The complex pathophysiology of bone fragility in obesity and type 2 diabetes mellitus: therapeutic targets to promote osteogenesis

Siresha Bathina, Reina Armamento-Villareal, Siresha Bathina, Reina Armamento-Villareal

Abstract

Fractures associated with Type2 diabetes (T2DM) are major public health concerns in an increasingly obese and aging population. Patients with obesity or T2DM have normal or better than normal bone mineral density but at an increased risk for fractures. Hence it is crucial to understand the pathophysiology and mechanism of how T2DM and obesity result in altered bone physiology leading to increased fracture risk. Although enhanced osteoclast mediated bone resorption has been reported for these patients, the most notable observation among patients with T2DM is the reduction in bone formation from mostly dysfunction in osteoblast differentiation and survival. Studies have shown that obesity and T2DM are associated with increased adipogenesis which is most likely at the expense of reduced osteogenesis and myogenesis considering that adipocytes, osteoblasts, and myoblasts originate from the same progenitor cells. Furthermore, emerging data point to an inter-relationship between bone and metabolic homeostasis suggesting that these physiologic processes could be under the control of common regulatory pathways.

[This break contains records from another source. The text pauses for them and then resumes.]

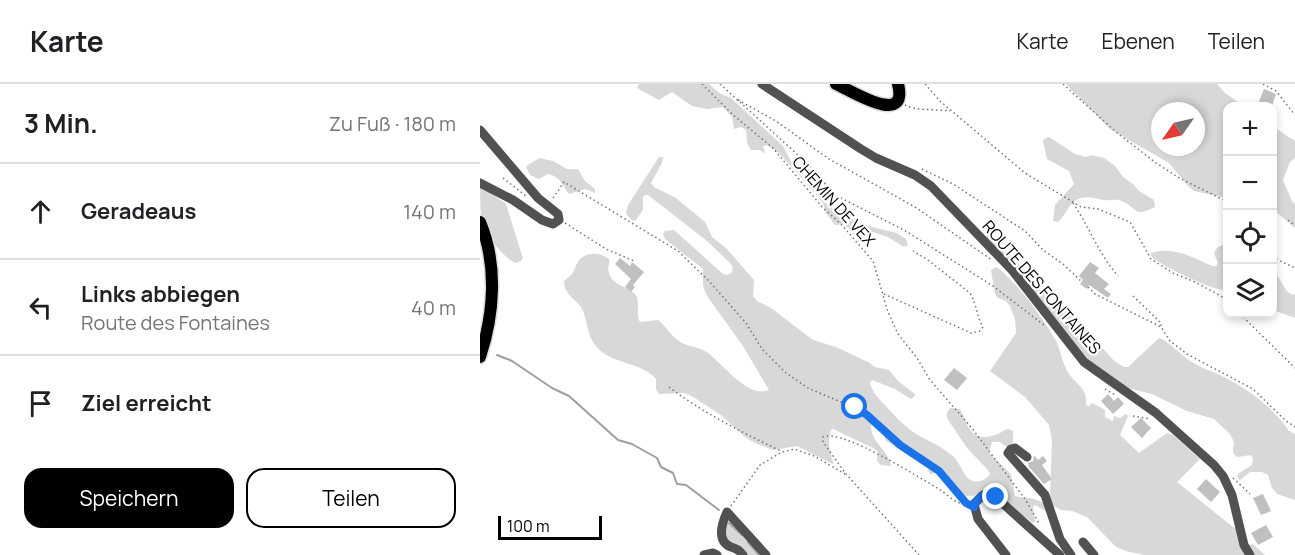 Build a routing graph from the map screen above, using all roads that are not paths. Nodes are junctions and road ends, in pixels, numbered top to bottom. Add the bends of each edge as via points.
1 (762, 84) edge
2 (836, 84) edge
3 (898, 84) edge
4 (480, 130) edge
5 (480, 183) edge
6 (480, 222) edge
7 (480, 357) edge
8 (1028, 458) dead end
9 (1083, 543) dead end
10 (704, 555) edge
11 (717, 555) edge
12 (743, 555) edge
13 (766, 555) edge
14 (1006, 555) edge
15 (1060, 555) edge
16 (1071, 555) edge
17 (1094, 555) edge
18 (1250, 555) edge

1 - 18 street, ROUTE DES FONTAINES via 861,149 925,182 943,197 1008,265 1084,362 1156,413 1219,470 1232,495
2 - 3 main road via 879,105 897,100
4 - 5 street via 538,198 558,214 559,220 553,224 542,220
6 - 7 main road via 490,260 492,296 489,327
8 - 16 street via 1015,448 1008,453 1045,495 1060,539
9 - 17 street
10 - 11 street
12 - 13 street via 723,540 722,525 727,512
14 - 15 street via 970,505 981,496 994,496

Thus, this review aims to explore the complex mechanisms involved in lineage differentiation and their effect on bone pathophysiology in patients with obesity and T2DM along with an examination of potential novel pharmacological targets or a re-evaluation of existing drugs to improve bone homeostasis.

Keywords: adipogenesis; diabetes; myogenesis; obesity; osteogenesis.

Conflict of interest statement

The authors declare that the research was conducted in the absence of any commercial or financial relationships that could be construed as a potential conflict of interest.

Copyright © 2023 Bathina and Armamento-Villareal.

Figures

Figure 1
Figure 1
Schematic proposal of pathophysiology of bone fragility in Obesity and T2DM. Even though underlying mechanisms are unclear, both T2DM and Obesity causes oxidative stress and inflammation. T2DM causes the accumulation of AGEs with increased oxidative stress leading to osteoblast dysfunction and reduced bone formation (i.e. reduced Runx2 and OCN) followed by increasing bone fragility. On the other hand, obesity is associated with increased pro-inflammatory markers and pro-resorptive factors such as RANKL, TRAP5b. However, whether obesity by itself has any effect on osteoblastic function is unclear. Altogether, the above contribute to simultaneous effect on bone tissue homeostasis leading to bone fragility15-21.
Figure 2
Figure 2
Proposed effect of T therapy in Obesity. Binding of testosterone might initiate the PPARγ-Prdm16-Pgc1a complex with retinoid X receptor (RXR) which not only activates the browning of adipose tissue by re-programming but may also activate the myogenic cascade and runx2 gene involved osteogenesis. Thus, T therapy with its activator Prdm16 might be a novel therapeutic target and research on this transcriptional activator needs to be consider.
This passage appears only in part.